Experiments are carried out on a physical robot “Alpha”. Alpha is a mini-type humanoid robot that is built at the Department of Electronic Engineering, Shunde Polytechnic, Guangdong of China. Alpha has 18 degree of freedom with a 0.394 m height and a 1.7 kg weight. The mechanical structure of the robot is shown in Fig. 14.

Fig. 14
figure 14

The implemented prototype robot

The biped carries a control board for controlling and communicating, a lithium-polymer battery in the robot’s upper body for the servo motors. A RS-232 wireless transmission link connects the control software, which is running on a PC, to the robot’s control board. Degrees of freedom (DOFs) of Alpha are schematically shown in Fig. 14. The robot is driven by 18 servo motors: six per leg and three in each arm. The six leg-servos allow for flexible leg movements: Three orthogonal servos constitute the 3-DOFs hip joint. Two orthogonal servos form the 2-DOFs ankle joint. One servo drives the knee joint. The sensors such as infrared sensors, force sensors and gyro sensors are interpreted to improve the ability of autonomous walking. Closed-loop control for the humanoid robot is constructed. Daily movements of Alpha, such as going straight, walking sideways, obstacle avoidance, and turning around, have been realized. The basic parameters of Alpha are shown in Table 1.
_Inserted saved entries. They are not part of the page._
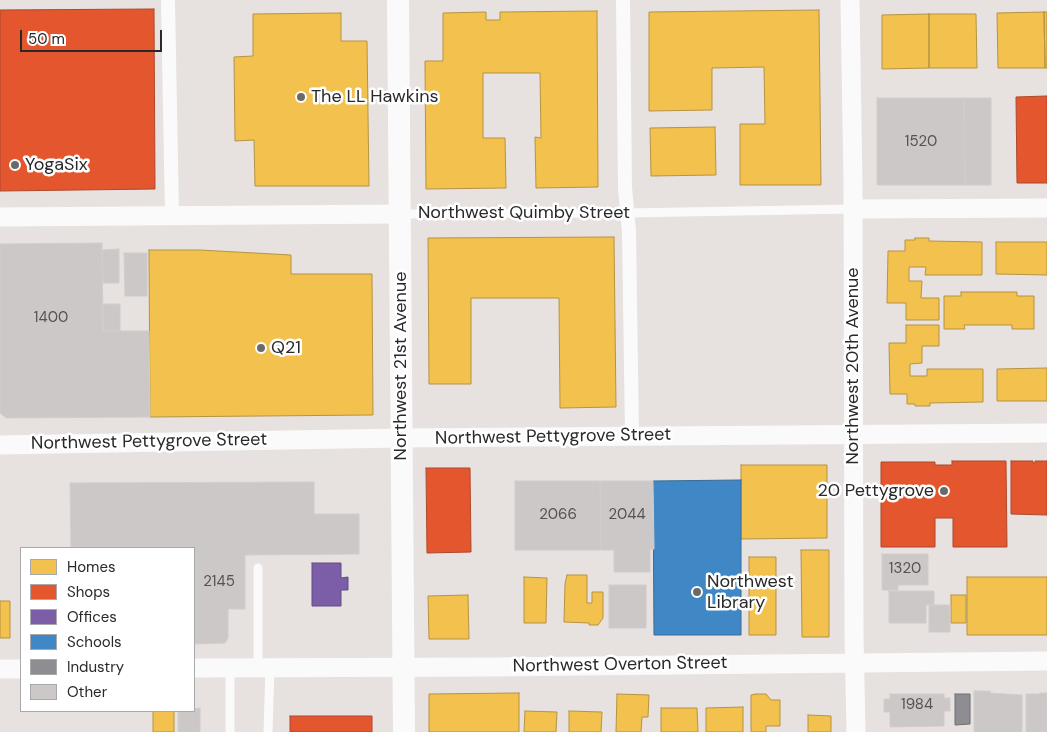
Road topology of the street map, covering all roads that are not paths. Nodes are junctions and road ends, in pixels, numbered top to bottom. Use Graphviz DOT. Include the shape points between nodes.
graph roads {
  1 [pos="168,0"];
  2 [pos="398,0"];
  3 [pos="623,0"];
  4 [pos="850,0"];
  5 [pos="1047,208"];
  6 [pos="852,209"];
  7 [pos="627,213"];
  8 [pos="400,214"];
  9 [pos="172,216"];
  10 [pos="0,217"];
  11 [pos="1047,433"];
  12 [pos="853,434"];
  13 [pos="632,436"];
  14 [pos="401,438"];
  15 [pos="0,445"];
  16 [pos="258,568"];
  17 [pos="1047,661"];
  18 [pos="854,663"];
  19 [pos="404,667"];
  20 [pos="195,668"];
  21 [pos="230,668"];
  22 [pos="264,668"];
  23 [pos="20,669"];
  24 [pos="0,670"];
  25 [pos="230,732"];
  26 [pos="268,732"];
  27 [pos="404,732"];
  28 [pos="856,732"];
  1 -- 9 [label="street"];
  2 -- 8 [label="street, Northwest 21st Avenue"];
  3 -- 7 [label="street"];
  4 -- 6 [label="street, Northwest 20th Avenue"];
  5 -- 6 [label="street, Northwest Quimby Street"];
  6 -- 7 [label="lane, Northwest Quimby Street"];
  6 -- 12 [label="street, Northwest 20th Avenue"];
  7 -- 8 [label="lane, Northwest Quimby Street"];
  7 -- 13 [label="street"];
  8 -- 9 [label="street, Northwest Quimby Street"];
  8 -- 14 [label="street, Northwest 21st Avenue"];
  9 -- 10 [label="street, Northwest Quimby Street"];
  11 -- 12 [label="street, Northwest Pettygrove Street"];
  12 -- 13 [label="street, Northwest Pettygrove Street"];
  12 -- 18 [label="street, Northwest 20th Avenue"];
  13 -- 14 [label="street, Northwest Pettygrove Street"];
  14 -- 15 [label="street, Northwest Pettygrove Street"];
  14 -- 19 [label="street, Northwest 21st Avenue"];
  16 -- 22 [label="lane"];
  17 -- 18 [label="street, Northwest Overton Street"];
  18 -- 19 [label="street, Northwest Overton Street"];
  18 -- 28 [label="street, Northwest 20th Avenue"];
  19 -- 22 [label="street, Northwest Overton Street"];
  19 -- 27 [label="street, Northwest 21st Avenue"];
  20 -- 21 [label="street, Northwest Overton Street"];
  21 -- 22 [label="street, Northwest Overton Street"];
  21 -- 25 [label="lane"];
  22 -- 26 [label="lane"];
  23 -- 24 [label="street"];
}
Table 1 Basic parameters of Alpha

Continuous-force external disturbances are applied on the right shoulder of the biped robot until the joint angles of the hips and the ankles changed obviously. The disturbances are carried out by a hand of an experimenter. The ground reaction forces are measured via the pressure sensors embedded in each of the soles of the biped robot. As we can see from Figs. 15 and 16, ground reaction forces for the both legs become steady gradually under the proposed adaptive control. Figure 17 shows the snapshots of the biped under the implemented continuous-force external disturbances in double-support phase. After swaying smoothly to the left and then to the right, the prototype humanoid robot always restores the initial balance posture. The robot is able to react appropriately to the disturbances as desired. The experimental results show that the proposed adaptive control is effective.

Fig. 15
figure 15

Ground reaction force for the left leg of Alpha

Fig. 16
figure 16

Ground reaction force for the right leg of Alpha

Fig. 17
figure 17

Snapshots for a biped robot in double-support phase under perturbing external forces

6 Conclusions

In this paper, the dynamic balance optimization and control of biped robots have been investigated under the external disturbances in the double-support phase. First, a constrained dynamic model of the biped robot is formulated and a reduced order model for the double-support phase is derived. Then, a recurrent neural network has been adopted to deal with the complicated optimization problem subject to both equality and inequality constraints. For the given contact force and motion, we propose the hybrid motion/force control based on Recurrent Neural Networks to approximate unknown dynamic functions, and the adaptive learning algorithms that can learn the parameters of the Recurrent Neural Networks are derived using Lyapunov stability theorem. The verification of the proposed control is conducted by simulations and experiments. We believe that the proposed method will be promising for dynamical balance optimization and control of biped robots under perturbing external forces.